NL
•
Verwijder vuil en olie van koppelingen en stofkappen.
•
Plaats de stofkappen terug op de vrouwelijke en mannelijke koppeling.
5.3.3
Slangen met dual-hose koppelingen
Zie Fig. 9.
WAARSCHUWING
Controleer voordat u de hydraulische slang(en) van de pomp loskoppelt altijd of de
drukontlastklep in de open stand (0) staat.
•
Koppel de stofkappen van elkaar los.
•
Ontkoppel de koppelingen door de ring van de vrouwelijke koppeling te draaien en naar achteren te
schuiven.
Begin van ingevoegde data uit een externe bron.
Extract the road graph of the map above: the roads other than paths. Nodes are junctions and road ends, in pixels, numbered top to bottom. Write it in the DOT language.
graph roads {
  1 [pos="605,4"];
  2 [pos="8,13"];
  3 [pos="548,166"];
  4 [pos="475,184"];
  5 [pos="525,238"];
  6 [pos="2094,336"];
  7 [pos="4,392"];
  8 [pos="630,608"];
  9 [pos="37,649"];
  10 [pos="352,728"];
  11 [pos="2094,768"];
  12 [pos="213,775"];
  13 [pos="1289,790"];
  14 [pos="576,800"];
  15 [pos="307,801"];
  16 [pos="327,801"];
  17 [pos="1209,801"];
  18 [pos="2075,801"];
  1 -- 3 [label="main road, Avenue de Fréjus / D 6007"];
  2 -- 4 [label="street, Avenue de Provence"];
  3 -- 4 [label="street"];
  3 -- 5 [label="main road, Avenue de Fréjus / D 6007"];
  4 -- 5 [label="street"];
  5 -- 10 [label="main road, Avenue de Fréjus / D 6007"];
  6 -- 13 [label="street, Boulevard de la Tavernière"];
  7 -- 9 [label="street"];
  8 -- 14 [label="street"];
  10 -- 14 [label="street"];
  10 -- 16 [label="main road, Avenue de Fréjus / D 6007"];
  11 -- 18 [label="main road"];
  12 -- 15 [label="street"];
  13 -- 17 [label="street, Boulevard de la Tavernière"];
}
De mannelijke koppeling zal losschieten.
•
Verwijder vuil en olie van de koppelingen en de stofkappen.
•
Plaats de stofkappen op de vrouwelijke en mannelijke koppeling terug.
5.4
Ontlast de druk in niet aangesloten slangen en gereedschappen
5.4.1
Algemeen
Door temperatuursverschillen kan een overdruk ontstaan in niet gekoppelde slangen en
gereedschappen. Deze overdruk kan koppelen aan het systeem onmogelijk maken. Met behulp van het
drukontlastgereedschap kan deze overdruk weggenomen worden. Dit accessoire is zowel voor het
CORE™-systeem als voor het dual-hose-systeem verkrijgbaar en wordt standaard bij iedere pomp
geleverd.
LET OP
Wij raden u aan om meerdere exemplaren voorradig te hebben.
5.4.2
Slang met CORE™ koppelingen
Zie Fig. 10.
•
Bevestig het drukontlastgereedschap aan de mannelijke koppeling (1).
•
Draai de knop rechtsom (2) om de overdruk af te laten. Hierbij komt wat olie vrij.
•
Draai de knop linksom (3).
•
Verwijder het drukontlastgereedschap van de koppeling (4).
5.4.3
Slangen met dual-koppelingen
Zie Fig. 11.
•
Druk het drukontlastgereedschap op de mannelijke koppeling (1). De knop zal naar buiten komen
(2).
•
Wikkel een doek rond het drukontlastgereedschap.
WAARSCHUWING
Zorg ervoor dat de doek alle olieopeningen bedekt; zonder een doek kan er een wolk olie
ontstaan.
•
Druk het drukontlastgereedschap krachtig met de knop op de grond of tegen een muur (3) om de
overdruk af te laten. Hierbij komt wat olie vrij.
•
Verwijder het drukontlastgereedschap van de koppeling (4).